A federação União Progressista está considerando a possibilidade de adotar uma postura de neutralidade nas eleições nacionais. Essa decisão poderá representar um desafio significativo para Flávio Bolsonaro, que busca apoio para sua candidatura à presidência, especialmente em um cenário de forte concorrência com o atual presidente Luiz Inácio Lula da Silva.

Vários fatores têm influenciado essa movimentação, conforme apontam parlamentares dos partidos União Brasil e PP. Um dos principais motivos foi o recente desgaste gerado pela operação da Polícia Federal que resultou na prisão do ex-prefeito de Belford Roxo, Márcio Canella, que era candidato ao Senado com o apoio de Flávio.

A detenção de Canella levou o PL do Rio de Janeiro a considerar a substituição do nome pelo deputado federal Marcelo Crivella, o que desagradou a liderança do União Brasil. Esse tipo de alteração pode impactar diretamente a dinâmica de apoio e alianças políticas na região.

Além disso, lideranças da federação argumentam que a neutralidade pode facilitar a formação de composições políticas em nível estadual, proporcionando mais liberdade para aqueles que buscam uma vaga no Congresso. Um exemplo disso foi a recente pré-candidatura do governador do Amazonas, Roberto Cidade, que não fez menção a Flávio em seu lançamento.

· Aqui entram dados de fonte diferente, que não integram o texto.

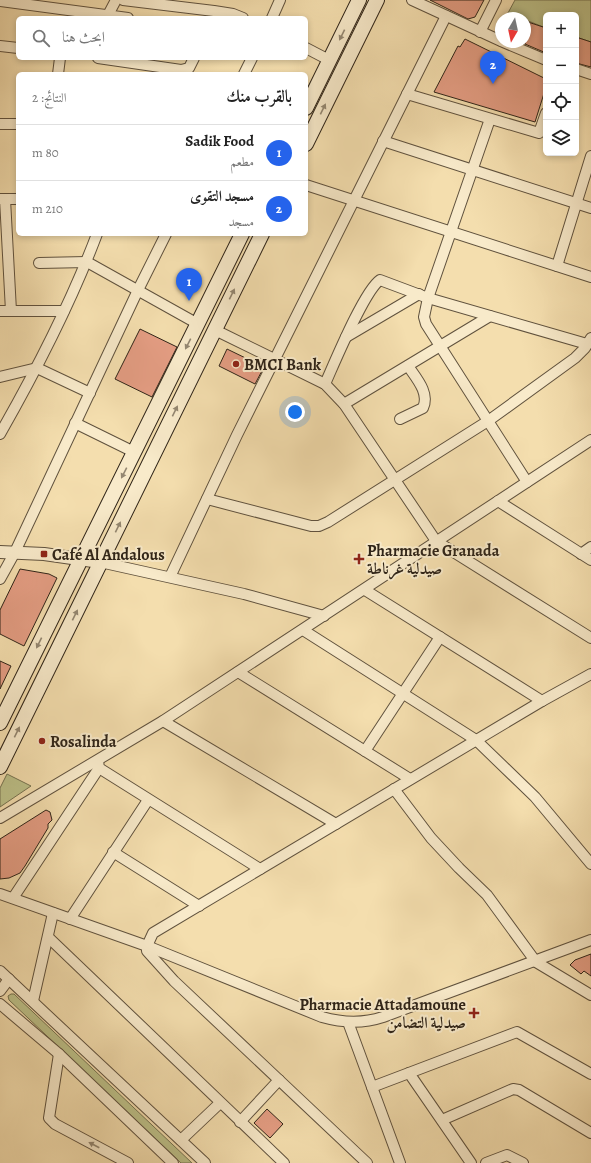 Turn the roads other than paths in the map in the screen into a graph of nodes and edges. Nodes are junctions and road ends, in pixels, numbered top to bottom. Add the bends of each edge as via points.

No Rio de Janeiro, a neutralidade é vista como uma estratégia para possibilitar alianças com o ex-prefeito Eduardo Paes, que está alinhado ao partido de Lula. Situações semelhantes ocorrem em outros estados, como na Bahia, onde o ex-prefeito de Salvador, ACM Neto, tem se aproximado do pré-candidato à presidência do PSD, Ronaldo Caiado.

O impacto da prisão de Canella também gera incertezas para Antonio Rueda, presidente do União Brasil, que almeja uma vaga de deputado federal e contava com a popularidade de Canella para angariar votos na Baixada Fluminense.

Por outro lado, o PP expressou descontentamento com a falta de apoio de Flávio ao presidente do partido, Ciro Nogueira, que já foi alvo de investigações da Polícia Federal. A situação de Ciro é delicada, pois ele foi mencionado em investigações que ligam seu nome a pagamentos indevidos.

Embora a neutralidade seja uma opção, integrantes do PP sugerem que essa posição pode ser reavaliada caso o partido receba uma oferta para a vice-presidência. A senadora Tereza Cristina foi citada como uma possível candidata ao cargo, mas Flávio ainda não tomou uma decisão definitiva sobre o assunto.